_Task_:
In the material below, how many lines contain "Indianola"? Answer with the number alone.

_Supplied information_:
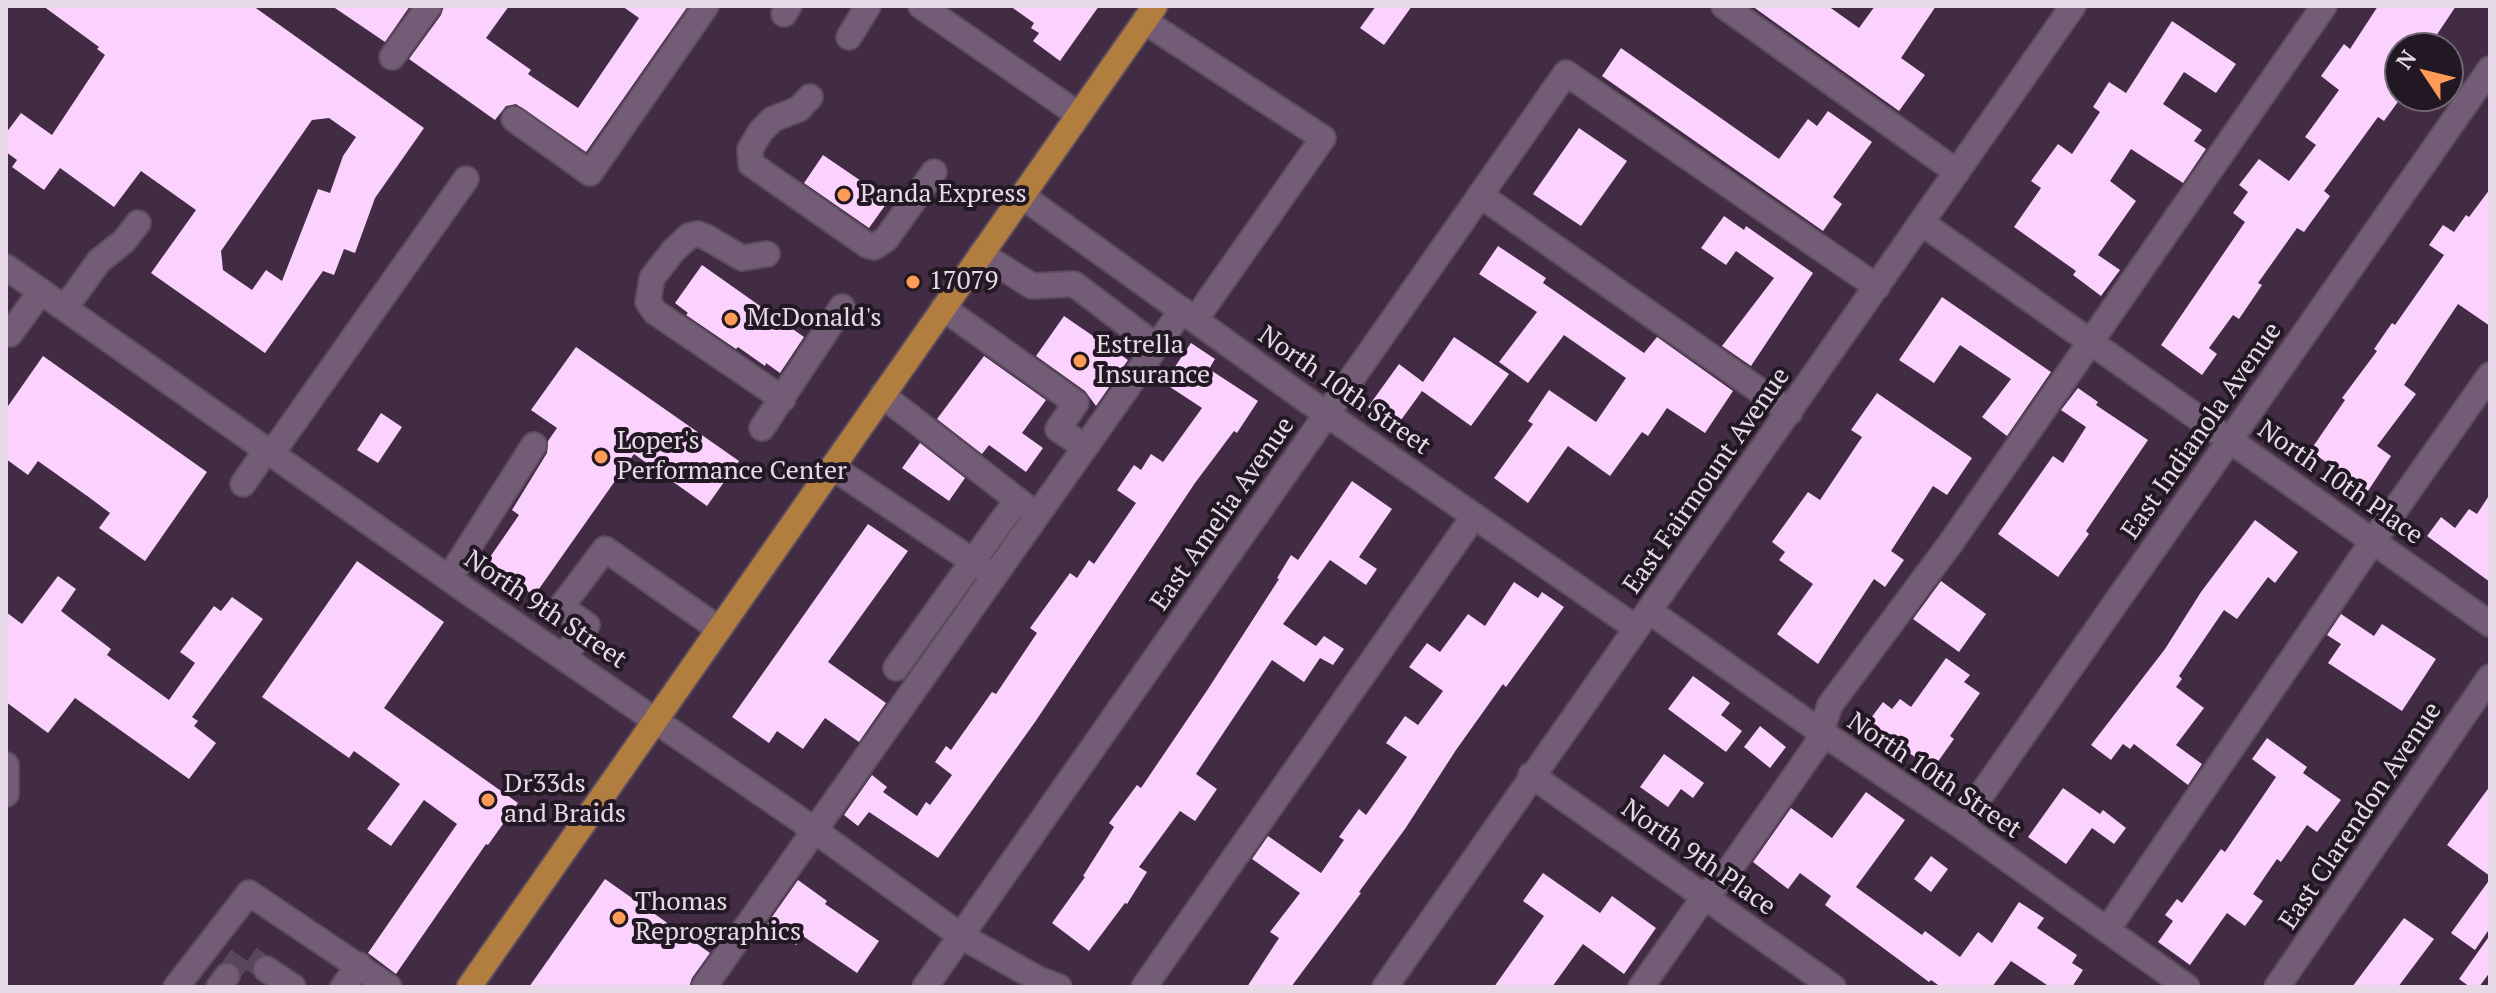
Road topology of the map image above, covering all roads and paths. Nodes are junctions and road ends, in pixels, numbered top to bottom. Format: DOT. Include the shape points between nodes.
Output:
graph roads {
  1 [pos="429,6"];
  2 [pos="706,6"];
  3 [pos="868,6"];
  4 [pos="921,6"];
  5 [pos="1724,6"];
  6 [pos="2073,6"];
  7 [pos="2324,6"];
  8 [pos="1149,13"];
  9 [pos="849,37"];
  10 [pos="392,57"];
  11 [pos="2490,69"];
  12 [pos="810,97"];
  13 [pos="1079,115"];
  14 [pos="514,119"];
  15 [pos="934,172"];
  16 [pos="1957,172"];
  17 [pos="466,179"];
  18 [pos="1480,195"];
  19 [pos="1022,196"];
  20 [pos="138,223"];
  21 [pos="1922,223"];
  22 [pos="767,254"];
  23 [pos="981,254"];
  24 [pos="6,267"];
  25 [pos="1877,287"];
  26 [pos="41,291"];
  27 [pos="1159,294"];
  28 [pos="842,307"];
  29 [pos="65,308"];
  30 [pos="943,308"];
  31 [pos="1188,315"];
  32 [pos="1125,323"];
  33 [pos="10,334"];
  34 [pos="2091,342"];
  35 [pos="1156,346"];
  36 [pos="2490,375"];
  37 [pos="882,395"];
  38 [pos="783,399"];
  39 [pos="1790,412"];
  40 [pos="1327,414"];
  41 [pos="762,428"];
  42 [pos="2230,440"];
  43 [pos="534,445"];
  44 [pos="1085,447"];
  45 [pos="270,451"];
  46 [pos="832,467"];
  47 [pos="243,484"];
  48 [pos="1017,500"];
  49 [pos="1037,515"];
  50 [pos="1474,516"];
  51 [pos="2373,541"];
  52 [pos="973,562"];
  53 [pos="994,576"];
  54 [pos="449,578"];
  55 [pos="1642,619"];
  56 [pos="2490,624"];
  57 [pos="719,629"];
  58 [pos="564,657"];
  59 [pos="896,668"];
  60 [pos="2490,677"];
  61 [pos="656,720"];
  62 [pos="1821,732"];
  63 [pos="6,765"];
  64 [pos="1531,775"];
  65 [pos="6,794"];
  66 [pos="1960,825"];
  67 [pos="813,830"];
  68 [pos="1705,896"];
  69 [pos="2107,930"];
  70 [pos="961,936"];
  71 [pos="359,965"];
  72 [pos="266,969"];
  73 [pos="176,987"];
  74 [pos="293,987"];
  75 [pos="343,987"];
  76 [pos="389,987"];
  77 [pos="469,987"];
  78 [pos="704,987"];
  79 [pos="925,987"];
  80 [pos="1059,987"];
  81 [pos="1144,987"];
  82 [pos="1385,987"];
  83 [pos="1641,987"];
  84 [pos="1833,987"];
  85 [pos="2187,987"];
  86 [pos="2277,987"];
  1 -- 10 [label="street"];
  2 -- 14 [label="street" via="590,173"];
  3 -- 9 [label="street"];
  4 -- 13 [label="street"];
  5 -- 16 [label="street"];
  6 -- 16 [label="street, East Fairmount Avenue"];
  7 -- 34 [label="street"];
  8 -- 13 [label="main road"];
  8 -- 31 [label="street" via="1323,138"];
  11 -- 42 [label="street, East Indianola Avenue"];
  12 -- 15 [label="street" via="761,131 750,149 751,164 867,245 874,247 886,239"];
  13 -- 19 [label="main road"];
  16 -- 21 [label="street, East Fairmount Avenue"];
  17 -- 45 [label="street"];
  18 -- 25 [label="street, East Amelia Avenue" via="1566,73"];
  18 -- 39 [label="street"];
  18 -- 40 [label="street, East Amelia Avenue"];
  19 -- 23 [label="main road"];
  19 -- 27 [label="street, North 10th Street"];
  20 -- 29 [label="street" via="99,261"];
  21 -- 25 [label="street, East Fairmount Avenue"];
  21 -- 34 [label="street, North 10th Place"];
  22 -- 38 [label="street" via="742,258 706,237 689,236 652,278 648,302 655,312"];
  23 -- 30 [label="main road"];
  23 -- 32 [label="street" via="1032,286 1074,284"];
  24 -- 26 [label="street, North 9th Street"];
  25 -- 39 [label="street, East Fairmount Avenue"];
  26 -- 29 [label="street, North 9th Street"];
  26 -- 33 [label="street"];
  27 -- 31 [label="street, North 10th Street"];
  27 -- 32 [label="street"];
  28 -- 38 [label="street"];
  29 -- 45 [label="street, North 9th Street"];
  30 -- 37 [label="main road"];
  30 -- 44 [label="street" via="1076,403 1058,429"];
  31 -- 35 [label="street"];
  31 -- 40 [label="street, North 10th Street"];
  32 -- 35 [label="street"];
  34 -- 42 [label="street, North 10th Place"];
  34 -- 62 [label="street" via="1830,705"];
  35 -- 44 [label="street"];
  36 -- 51 [label="street"];
  37 -- 46 [label="main road"];
  37 -- 48 [label="street"];
  38 -- 41 [label="street"];
  39 -- 55 [label="street, East Fairmount Avenue"];
  40 -- 50 [label="street, North 10th Street"];
  40 -- 70 [label="street, East Amelia Avenue"];
  42 -- 51 [label="street, North 10th Place"];
  42 -- 66 [label="street, East Indianola Avenue"];
  43 -- 54 [label="street"];
  44 -- 49 [label="street"];
  45 -- 47 [label="street"];
  45 -- 54 [label="street, North 9th Street"];
  46 -- 52 [label="street"];
  46 -- 57 [label="main road"];
  48 -- 49 [label="street"];
  48 -- 52 [label="street"];
  49 -- 53 [label="street"];
  50 -- 55 [label="street, North 10th Street"];
  50 -- 81 [label="street"];
  51 -- 56 [label="street, North 10th Place"];
  51 -- 69 [label="street"];
  52 -- 53 [label="street"];
  52 -- 59 [label="street"];
  53 -- 67 [label="street"];
  54 -- 58 [label="street, North 9th Street"];
  55 -- 62 [label="street, North 10th Street"];
  55 -- 64 [label="street, East Fairmount Avenue"];
  57 -- 58 [label="street" via="605,549 561,607 587,625"];
  57 -- 61 [label="main road"];
  58 -- 61 [label="street, North 9th Street"];
  60 -- 86 [label="street, East Clarendon Avenue"];
  61 -- 67 [label="street, North 9th Street"];
  61 -- 77 [label="main road"];
  62 -- 66 [label="street, North 10th Street"];
  62 -- 68 [label="street" via="1725,876"];
  63 -- 65 [label="street"];
  64 -- 68 [label="street, North 9th Place"];
  64 -- 82 [label="street, East Fairmount Avenue"];
  66 -- 69 [label="street, North 10th Street"];
  67 -- 70 [label="street, North 9th Street"];
  67 -- 78 [label="street"];
  68 -- 83 [label="street"];
  68 -- 84 [label="street, North 9th Place"];
  69 -- 85 [label="street, North 10th Street"];
  70 -- 79 [label="street, East Amelia Avenue"];
  70 -- 80 [label="street, North 9th Street"];
  71 -- 73 [label="street" via="249,893"];
  71 -- 75 [label="street"];
  71 -- 76 [label="street"];
  72 -- 74 [label="street"];
}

_Reply_:
2